In recent years, machine learning and deep learning have driven advances in domains such as image classification, speech recognition, and anomaly detection by leveraging multi-layer neural networks to model complex data. Simultaneously, quantum computing (QC) promises to address classically intractable problems via quantum parallelism, motivating research in quantum machine learning (QML). Among QML techniques, quantum autoencoders show promise for compressing high-dimensional quantum and classical data. However, designing effective quantum circuit architectures for quantum autoencoders remains challenging due to the complexity of selecting gates, arranging circuit layers, and tuning parameters. This paper proposes a neural architecture search (NAS) framework that automates the design of quantum autoencoders using a genetic algorithm (GA). By systematically evolving variational quantum circuit (VQC) configurations, our method seeks to identify high-performing hybrid quantum-classical autoencoders for data reconstruction without becoming trapped in local minima. We demonstrate effectiveness on image datasets, highlighting the potential of quantum autoencoders for efficient feature extraction within a noise-prone, near-term quantum era. Our approach lays a foundation for broader application of genetic algorithms to quantum architecture search, aiming for a robust, automated method that can adapt to varied data and hardware constraints.

翻译：近年来，机器学习和深度学习通过利用多层神经网络建模复杂数据，推动了图像分类、语音识别和异常检测等领域的进步。
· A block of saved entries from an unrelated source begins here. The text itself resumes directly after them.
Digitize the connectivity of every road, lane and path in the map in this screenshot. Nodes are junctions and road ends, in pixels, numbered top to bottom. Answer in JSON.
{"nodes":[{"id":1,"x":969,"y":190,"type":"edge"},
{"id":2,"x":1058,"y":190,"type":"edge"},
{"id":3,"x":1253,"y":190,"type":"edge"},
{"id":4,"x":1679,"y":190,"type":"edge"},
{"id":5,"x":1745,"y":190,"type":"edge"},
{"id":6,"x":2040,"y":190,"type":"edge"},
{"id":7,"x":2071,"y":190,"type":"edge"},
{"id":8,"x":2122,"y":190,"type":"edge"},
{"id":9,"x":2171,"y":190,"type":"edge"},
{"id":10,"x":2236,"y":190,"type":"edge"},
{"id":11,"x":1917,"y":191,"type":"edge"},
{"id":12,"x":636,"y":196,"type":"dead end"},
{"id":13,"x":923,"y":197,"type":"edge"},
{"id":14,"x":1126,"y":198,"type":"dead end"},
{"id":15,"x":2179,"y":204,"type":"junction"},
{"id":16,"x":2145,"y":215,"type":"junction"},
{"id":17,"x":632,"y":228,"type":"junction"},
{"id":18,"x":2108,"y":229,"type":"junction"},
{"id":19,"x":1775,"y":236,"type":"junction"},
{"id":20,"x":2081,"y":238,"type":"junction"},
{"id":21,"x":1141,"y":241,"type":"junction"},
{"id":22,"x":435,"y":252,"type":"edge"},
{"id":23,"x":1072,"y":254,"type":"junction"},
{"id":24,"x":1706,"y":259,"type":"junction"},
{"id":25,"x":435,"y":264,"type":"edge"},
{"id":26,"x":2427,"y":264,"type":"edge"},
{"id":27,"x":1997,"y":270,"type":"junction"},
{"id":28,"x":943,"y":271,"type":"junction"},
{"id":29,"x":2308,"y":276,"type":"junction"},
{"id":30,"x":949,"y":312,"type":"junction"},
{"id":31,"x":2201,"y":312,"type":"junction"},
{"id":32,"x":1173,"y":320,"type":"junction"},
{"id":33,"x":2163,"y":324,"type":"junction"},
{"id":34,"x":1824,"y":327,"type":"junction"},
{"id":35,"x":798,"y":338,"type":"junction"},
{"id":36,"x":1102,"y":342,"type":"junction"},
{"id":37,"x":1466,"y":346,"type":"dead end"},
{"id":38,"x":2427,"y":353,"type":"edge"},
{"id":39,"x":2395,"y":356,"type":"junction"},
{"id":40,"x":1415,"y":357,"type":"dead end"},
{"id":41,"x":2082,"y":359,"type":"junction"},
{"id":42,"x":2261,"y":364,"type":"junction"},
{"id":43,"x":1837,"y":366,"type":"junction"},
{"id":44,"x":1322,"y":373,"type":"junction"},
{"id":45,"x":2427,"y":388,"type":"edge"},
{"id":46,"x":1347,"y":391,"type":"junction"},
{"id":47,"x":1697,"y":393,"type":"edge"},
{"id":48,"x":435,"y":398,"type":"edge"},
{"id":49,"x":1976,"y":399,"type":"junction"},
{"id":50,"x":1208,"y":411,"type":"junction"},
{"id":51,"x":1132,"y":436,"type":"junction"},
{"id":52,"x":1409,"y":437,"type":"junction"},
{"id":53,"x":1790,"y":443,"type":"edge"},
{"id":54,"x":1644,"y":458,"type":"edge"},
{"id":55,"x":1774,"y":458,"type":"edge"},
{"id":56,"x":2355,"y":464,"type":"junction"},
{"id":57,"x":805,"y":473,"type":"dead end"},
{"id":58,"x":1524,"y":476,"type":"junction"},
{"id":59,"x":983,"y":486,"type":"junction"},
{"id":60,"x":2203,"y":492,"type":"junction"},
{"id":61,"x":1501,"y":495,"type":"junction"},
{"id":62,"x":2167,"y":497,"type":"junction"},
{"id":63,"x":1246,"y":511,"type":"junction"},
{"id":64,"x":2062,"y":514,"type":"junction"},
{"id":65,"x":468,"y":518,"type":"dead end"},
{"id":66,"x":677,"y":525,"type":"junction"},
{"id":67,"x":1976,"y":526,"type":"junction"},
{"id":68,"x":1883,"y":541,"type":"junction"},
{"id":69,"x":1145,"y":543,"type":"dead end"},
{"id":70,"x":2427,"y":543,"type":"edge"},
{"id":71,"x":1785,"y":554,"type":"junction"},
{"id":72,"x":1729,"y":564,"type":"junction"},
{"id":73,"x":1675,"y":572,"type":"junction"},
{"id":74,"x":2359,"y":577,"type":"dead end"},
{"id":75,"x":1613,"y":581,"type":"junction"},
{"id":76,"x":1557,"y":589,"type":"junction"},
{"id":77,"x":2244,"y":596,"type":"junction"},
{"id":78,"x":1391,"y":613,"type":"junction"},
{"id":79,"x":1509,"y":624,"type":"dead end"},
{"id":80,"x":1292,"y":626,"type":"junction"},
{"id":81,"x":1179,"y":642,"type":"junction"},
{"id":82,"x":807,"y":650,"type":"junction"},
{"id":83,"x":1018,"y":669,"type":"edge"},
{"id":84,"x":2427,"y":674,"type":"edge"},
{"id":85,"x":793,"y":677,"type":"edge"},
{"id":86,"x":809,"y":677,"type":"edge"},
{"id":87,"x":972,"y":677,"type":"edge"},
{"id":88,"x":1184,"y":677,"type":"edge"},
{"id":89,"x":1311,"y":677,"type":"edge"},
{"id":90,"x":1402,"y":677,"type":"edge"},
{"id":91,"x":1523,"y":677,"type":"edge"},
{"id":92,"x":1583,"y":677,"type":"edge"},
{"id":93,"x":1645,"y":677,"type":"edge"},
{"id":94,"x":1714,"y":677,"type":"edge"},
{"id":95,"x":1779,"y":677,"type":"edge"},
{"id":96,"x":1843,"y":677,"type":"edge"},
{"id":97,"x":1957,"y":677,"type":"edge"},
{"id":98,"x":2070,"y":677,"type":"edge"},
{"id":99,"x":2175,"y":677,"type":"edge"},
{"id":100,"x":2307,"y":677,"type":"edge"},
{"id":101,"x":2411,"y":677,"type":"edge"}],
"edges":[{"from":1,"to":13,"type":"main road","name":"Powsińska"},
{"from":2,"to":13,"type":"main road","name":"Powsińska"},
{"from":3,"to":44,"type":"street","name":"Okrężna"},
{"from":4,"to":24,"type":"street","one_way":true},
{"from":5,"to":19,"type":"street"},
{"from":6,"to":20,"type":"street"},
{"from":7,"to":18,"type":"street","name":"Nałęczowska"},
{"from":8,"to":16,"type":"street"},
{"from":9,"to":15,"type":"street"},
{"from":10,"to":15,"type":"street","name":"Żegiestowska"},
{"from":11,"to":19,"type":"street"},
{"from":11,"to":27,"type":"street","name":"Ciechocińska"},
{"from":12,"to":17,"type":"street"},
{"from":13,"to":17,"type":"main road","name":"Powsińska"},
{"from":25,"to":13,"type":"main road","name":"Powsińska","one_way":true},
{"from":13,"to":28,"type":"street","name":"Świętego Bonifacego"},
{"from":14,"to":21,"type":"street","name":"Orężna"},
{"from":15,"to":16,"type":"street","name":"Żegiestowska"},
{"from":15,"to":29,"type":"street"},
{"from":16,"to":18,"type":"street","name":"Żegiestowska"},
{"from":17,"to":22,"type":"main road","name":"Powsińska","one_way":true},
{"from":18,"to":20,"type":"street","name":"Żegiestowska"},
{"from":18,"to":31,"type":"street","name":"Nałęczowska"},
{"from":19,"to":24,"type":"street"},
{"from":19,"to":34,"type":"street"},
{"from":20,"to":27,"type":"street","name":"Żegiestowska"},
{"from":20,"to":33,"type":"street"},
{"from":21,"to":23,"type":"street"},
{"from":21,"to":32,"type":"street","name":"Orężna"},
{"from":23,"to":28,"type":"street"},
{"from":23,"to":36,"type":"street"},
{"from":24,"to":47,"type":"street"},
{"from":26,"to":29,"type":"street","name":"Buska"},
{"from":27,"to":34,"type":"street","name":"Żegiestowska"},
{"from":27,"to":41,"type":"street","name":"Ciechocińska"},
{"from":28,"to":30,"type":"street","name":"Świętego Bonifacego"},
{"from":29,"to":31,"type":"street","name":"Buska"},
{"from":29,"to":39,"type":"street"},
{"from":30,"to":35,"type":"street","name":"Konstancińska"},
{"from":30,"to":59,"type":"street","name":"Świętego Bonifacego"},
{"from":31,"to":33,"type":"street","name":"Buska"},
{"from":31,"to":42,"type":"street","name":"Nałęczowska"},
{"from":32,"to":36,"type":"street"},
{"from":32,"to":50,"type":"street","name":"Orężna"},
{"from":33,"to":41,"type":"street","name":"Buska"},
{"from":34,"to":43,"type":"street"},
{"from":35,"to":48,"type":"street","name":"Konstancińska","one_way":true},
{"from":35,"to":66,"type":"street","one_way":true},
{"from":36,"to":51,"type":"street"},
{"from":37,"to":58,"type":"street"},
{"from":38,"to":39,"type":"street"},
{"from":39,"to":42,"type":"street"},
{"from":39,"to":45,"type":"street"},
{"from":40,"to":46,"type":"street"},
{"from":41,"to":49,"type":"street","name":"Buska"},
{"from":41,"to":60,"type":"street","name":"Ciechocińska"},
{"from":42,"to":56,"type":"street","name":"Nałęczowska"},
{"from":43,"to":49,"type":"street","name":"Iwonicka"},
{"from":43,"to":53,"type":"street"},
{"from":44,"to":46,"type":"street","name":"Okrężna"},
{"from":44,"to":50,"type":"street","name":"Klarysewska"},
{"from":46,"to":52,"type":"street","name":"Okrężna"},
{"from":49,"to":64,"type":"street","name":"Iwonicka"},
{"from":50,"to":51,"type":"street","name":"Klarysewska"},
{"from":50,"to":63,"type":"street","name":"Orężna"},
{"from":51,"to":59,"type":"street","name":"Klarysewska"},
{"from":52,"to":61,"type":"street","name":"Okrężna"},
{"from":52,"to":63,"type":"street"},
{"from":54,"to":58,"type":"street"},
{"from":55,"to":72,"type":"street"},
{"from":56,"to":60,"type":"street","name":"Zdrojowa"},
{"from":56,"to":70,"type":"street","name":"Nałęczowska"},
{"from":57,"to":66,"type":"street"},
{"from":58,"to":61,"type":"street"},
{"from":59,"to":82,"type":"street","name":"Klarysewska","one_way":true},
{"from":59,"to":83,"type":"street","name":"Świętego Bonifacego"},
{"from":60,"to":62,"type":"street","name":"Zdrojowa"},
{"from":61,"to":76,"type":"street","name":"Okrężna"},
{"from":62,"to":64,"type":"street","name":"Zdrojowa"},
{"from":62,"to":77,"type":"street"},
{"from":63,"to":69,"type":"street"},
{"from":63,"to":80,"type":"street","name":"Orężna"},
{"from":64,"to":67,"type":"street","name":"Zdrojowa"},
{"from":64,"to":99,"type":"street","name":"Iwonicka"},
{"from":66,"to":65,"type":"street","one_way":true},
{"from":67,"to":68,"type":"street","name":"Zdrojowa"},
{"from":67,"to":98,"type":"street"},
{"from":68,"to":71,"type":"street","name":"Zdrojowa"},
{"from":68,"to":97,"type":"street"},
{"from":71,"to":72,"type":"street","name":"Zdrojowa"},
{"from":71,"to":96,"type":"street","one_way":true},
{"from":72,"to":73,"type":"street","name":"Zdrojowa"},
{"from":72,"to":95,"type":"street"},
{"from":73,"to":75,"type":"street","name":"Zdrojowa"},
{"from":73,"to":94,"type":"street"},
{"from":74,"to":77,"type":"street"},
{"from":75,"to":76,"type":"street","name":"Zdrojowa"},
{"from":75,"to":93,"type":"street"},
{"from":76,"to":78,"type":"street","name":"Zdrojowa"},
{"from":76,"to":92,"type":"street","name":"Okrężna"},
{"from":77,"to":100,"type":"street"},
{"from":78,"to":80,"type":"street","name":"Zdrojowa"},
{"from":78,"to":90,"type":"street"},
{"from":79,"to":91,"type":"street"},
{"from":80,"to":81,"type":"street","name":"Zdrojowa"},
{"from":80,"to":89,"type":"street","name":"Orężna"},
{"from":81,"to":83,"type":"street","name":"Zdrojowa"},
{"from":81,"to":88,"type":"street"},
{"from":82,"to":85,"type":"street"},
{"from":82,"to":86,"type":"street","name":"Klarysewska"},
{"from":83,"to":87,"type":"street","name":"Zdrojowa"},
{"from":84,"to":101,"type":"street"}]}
与此同时，量子计算（QC）有望通过量子并行性解决经典计算难以处理的问题，从而推动了量子机器学习（QML）的研究。在QML技术中，量子自编码器在压缩高维量子与经典数据方面展现出潜力。然而，由于门选择、电路层排列和参数调优的复杂性，设计有效的量子自编码器电路架构仍具挑战性。本文提出了一种神经架构搜索（NAS）框架，利用遗传算法（GA）自动化设计量子自编码器。通过系统演化变分量子电路（VQC）配置，我们的方法旨在识别高性能的混合量子-经典自编码器，以实现数据重构，同时避免陷入局部最优解。我们在图像数据集上验证了其有效性，突显了量子自编码器在噪声易发的近期量子时代中实现高效特征提取的潜力。该方法为遗传算法在量子架构搜索中的更广泛应用奠定了基础，旨在发展一种能够适应多样化数据与硬件约束的鲁棒自动化方法。